Will Severs Disease Have To Have Surgery Treatment?

posted on 15 May 2015 09:20 by nutritiouswande84
Overview

Sever's disease occurs in children when the growth plate (which is the growing part of the heel) is injured. The foot is one of the first body parts to grow to full size. This usually occurs in early puberty. During this time, bones often grow faster than muscles and tendons. As a result, muscles and tendons become tight. The heel area is less flexible. During weight-bearing activity (activity performed while standing), the tight heel tendons may put too much pressure at the back of the heel (where the Achilles tendon attaches). This can injure the heel and cause Sever's disease.

Causes

Sever?s disease is caused by repetitive tension and/or pressure on the growth center of the heel. Running and jumping place a large amount of pressure on the heels and can cause pain. Children with Sever?s may limp or have an altered gait due to the pain. Risk factors for Sever's include tight calf muscles, weak ankle muscles, and alignment abnormalities at the foot and ankle. Sever?s can also result from wearing shoes without sufficient heel padding or arch support.

Symptoms

Sever's Disease is most commonly seen in physically active girls and boys from ages 10 to 15 years old. These are the years when the growth plate is still ""open,"" and has not fused into mature bone. Also, these are the years when the growth plate is most vulnerable to overuse injuries, which are usually caused by sports activities. The most common symptoms of this disease include. Heel pain in one or both heels.

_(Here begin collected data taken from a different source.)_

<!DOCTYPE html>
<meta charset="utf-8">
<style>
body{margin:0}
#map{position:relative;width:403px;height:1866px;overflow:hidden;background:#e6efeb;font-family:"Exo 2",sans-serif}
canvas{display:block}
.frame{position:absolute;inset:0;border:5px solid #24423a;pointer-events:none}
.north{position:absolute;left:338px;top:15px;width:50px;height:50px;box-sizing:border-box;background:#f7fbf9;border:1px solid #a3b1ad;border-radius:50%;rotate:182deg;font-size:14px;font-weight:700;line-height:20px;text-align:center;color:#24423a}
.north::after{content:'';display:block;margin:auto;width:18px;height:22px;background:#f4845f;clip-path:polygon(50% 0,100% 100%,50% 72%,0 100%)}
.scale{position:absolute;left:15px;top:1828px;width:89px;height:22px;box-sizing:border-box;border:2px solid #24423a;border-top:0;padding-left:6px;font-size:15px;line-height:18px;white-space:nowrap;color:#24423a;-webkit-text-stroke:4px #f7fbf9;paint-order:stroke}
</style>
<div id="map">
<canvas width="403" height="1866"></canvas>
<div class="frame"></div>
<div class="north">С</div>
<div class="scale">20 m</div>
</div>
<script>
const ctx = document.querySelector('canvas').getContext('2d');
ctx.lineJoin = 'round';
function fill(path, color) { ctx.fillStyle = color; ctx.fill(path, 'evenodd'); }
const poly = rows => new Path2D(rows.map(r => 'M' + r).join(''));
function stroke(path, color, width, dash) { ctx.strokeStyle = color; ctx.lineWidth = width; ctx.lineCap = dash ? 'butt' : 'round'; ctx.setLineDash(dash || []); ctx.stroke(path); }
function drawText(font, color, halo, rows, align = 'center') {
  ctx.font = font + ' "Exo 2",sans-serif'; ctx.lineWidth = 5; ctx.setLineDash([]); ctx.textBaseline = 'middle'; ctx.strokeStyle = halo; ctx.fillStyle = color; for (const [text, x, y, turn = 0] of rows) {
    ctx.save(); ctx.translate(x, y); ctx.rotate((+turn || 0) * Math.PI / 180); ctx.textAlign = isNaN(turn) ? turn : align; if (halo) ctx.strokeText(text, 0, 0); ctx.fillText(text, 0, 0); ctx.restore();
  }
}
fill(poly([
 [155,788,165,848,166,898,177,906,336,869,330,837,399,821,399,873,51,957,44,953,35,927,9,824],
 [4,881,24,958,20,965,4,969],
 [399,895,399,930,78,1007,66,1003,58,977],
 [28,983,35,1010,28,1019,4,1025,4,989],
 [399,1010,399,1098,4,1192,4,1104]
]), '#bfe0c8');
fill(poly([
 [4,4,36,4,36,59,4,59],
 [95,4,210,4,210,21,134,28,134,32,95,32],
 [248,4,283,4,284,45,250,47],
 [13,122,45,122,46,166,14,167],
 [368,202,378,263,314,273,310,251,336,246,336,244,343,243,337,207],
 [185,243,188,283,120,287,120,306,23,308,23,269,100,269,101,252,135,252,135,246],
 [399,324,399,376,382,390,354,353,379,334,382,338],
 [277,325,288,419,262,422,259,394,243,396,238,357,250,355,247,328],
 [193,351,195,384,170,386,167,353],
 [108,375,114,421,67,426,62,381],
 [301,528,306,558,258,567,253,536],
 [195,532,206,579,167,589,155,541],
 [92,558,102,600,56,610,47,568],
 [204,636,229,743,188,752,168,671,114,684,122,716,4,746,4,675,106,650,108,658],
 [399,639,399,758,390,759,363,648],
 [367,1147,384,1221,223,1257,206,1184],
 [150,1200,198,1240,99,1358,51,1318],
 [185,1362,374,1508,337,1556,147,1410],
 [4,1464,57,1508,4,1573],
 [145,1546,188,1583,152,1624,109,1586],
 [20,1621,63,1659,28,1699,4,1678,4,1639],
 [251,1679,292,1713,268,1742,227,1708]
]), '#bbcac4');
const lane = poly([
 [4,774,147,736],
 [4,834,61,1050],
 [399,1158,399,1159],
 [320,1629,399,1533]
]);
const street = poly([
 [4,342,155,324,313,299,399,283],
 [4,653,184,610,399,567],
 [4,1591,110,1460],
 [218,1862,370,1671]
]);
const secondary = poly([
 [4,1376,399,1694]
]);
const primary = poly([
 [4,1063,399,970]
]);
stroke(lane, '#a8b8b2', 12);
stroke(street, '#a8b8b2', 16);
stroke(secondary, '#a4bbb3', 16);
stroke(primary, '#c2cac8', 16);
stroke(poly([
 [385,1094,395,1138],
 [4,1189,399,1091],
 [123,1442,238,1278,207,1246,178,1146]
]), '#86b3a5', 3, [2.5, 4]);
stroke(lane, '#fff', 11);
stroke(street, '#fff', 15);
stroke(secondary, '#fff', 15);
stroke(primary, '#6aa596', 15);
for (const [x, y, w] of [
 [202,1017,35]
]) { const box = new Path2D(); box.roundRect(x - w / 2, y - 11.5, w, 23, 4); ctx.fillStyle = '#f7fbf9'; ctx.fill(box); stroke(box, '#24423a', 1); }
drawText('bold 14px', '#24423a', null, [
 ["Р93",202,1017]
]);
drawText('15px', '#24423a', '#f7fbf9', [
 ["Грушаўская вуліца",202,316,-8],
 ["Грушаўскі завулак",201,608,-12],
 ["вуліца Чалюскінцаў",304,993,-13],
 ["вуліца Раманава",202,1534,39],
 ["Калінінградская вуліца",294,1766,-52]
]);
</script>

Usually seen in physically active children, especially at the beginning of a new sports season. The pain is usually experienced at the back of the heel, and includes the following areas. The back of the heel (that area which rubs against the back of the shoe). The sides of the heel. Actually, this is one of the diagnostic tests for Sever's Disease, squeezing the rear portion of the heel from both sides at the same time will produce pain. It is known as the Squeeze Test.

Diagnosis

Your podiatrist will take a comprehensive medical history and perform a physical examination including a gait analysis. The assessment will include foot posture assessment, joint flexibility (or range of motion), biomechanical assessment of the foot, ankle and leg, foot and leg muscle strength testing, footwear assessment, school shoes and athletic footwear, gait analysis, to look for abnormalities in the way the feet move during gait, Pain provocation tests eg calcaneal squeeze test. X-rays are not usually required to diagnose Sever?s disease.

Non Surgical Treatment

The following are different treatment options Rest and modify activity. Limit running and high-impact activity to rest the heel and lessen the pain. Choose one running or jumping sport to play at a time. Substitute low-impact cross-training activities to maintain cardiovascular fitness. This can include biking, swimming, using a stair-climber or elliptical machine, rowing, or inline skating. Reduce inflammation. Ice for at least 20 minutes after activity or when pain increases. Nonsteroidal anti-inflammatory drugs (NSAIDs) may also help. Stretch the calf. Increase calf flexibility by doing calf stretches for 30 to 45 seconds several times per day. Protect the heel. The shoe may need to be modified to provide the proper heel lift or arch support. Select a shoe with good arch support and heel lift if possible. Try heel lifts or heel cups in sports shoes, especially cleats. Try arch support in cleats if flat feet contribute to the problem. Take it one step at a time. Gradually resume running and impact activities as symptoms allow. Sever?s disease usually goes away when the growth plate (apophysis) matures, which should be by age 12 to 13 years in females and 13 to 14 years in males.

Surgical Treatment

The surgeon may select one or more of the following options to treat calcaneal apophysitis. Reduce activity. The child needs to reduce or stop any activity that causes pain. Support the heel. Temporary shoe inserts or custom orthotic devices may provide support for the heel. Medications. Nonsteroidal anti-inflammatory drugs (NSAIDs), such as ibuprofen, help reduce the pain and inflammation. Physical therapy. Stretching or physical therapy modalities are sometimes used to promote healing of the inflamed issue. Immobilization. In some severe cases of pediatric heel pain, a cast may be used to promote healing while keeping the foot and ankle totally immobile. Often heel pain in children returns after it has been treated because the heel bone is still growing. Recurrence of heel pain may be a sign of calcaneal apophysitis, or it may indicate a different problem. If your child has a repeat bout of heel pain, be sure to make an appointment with your foot and ankle surgeon.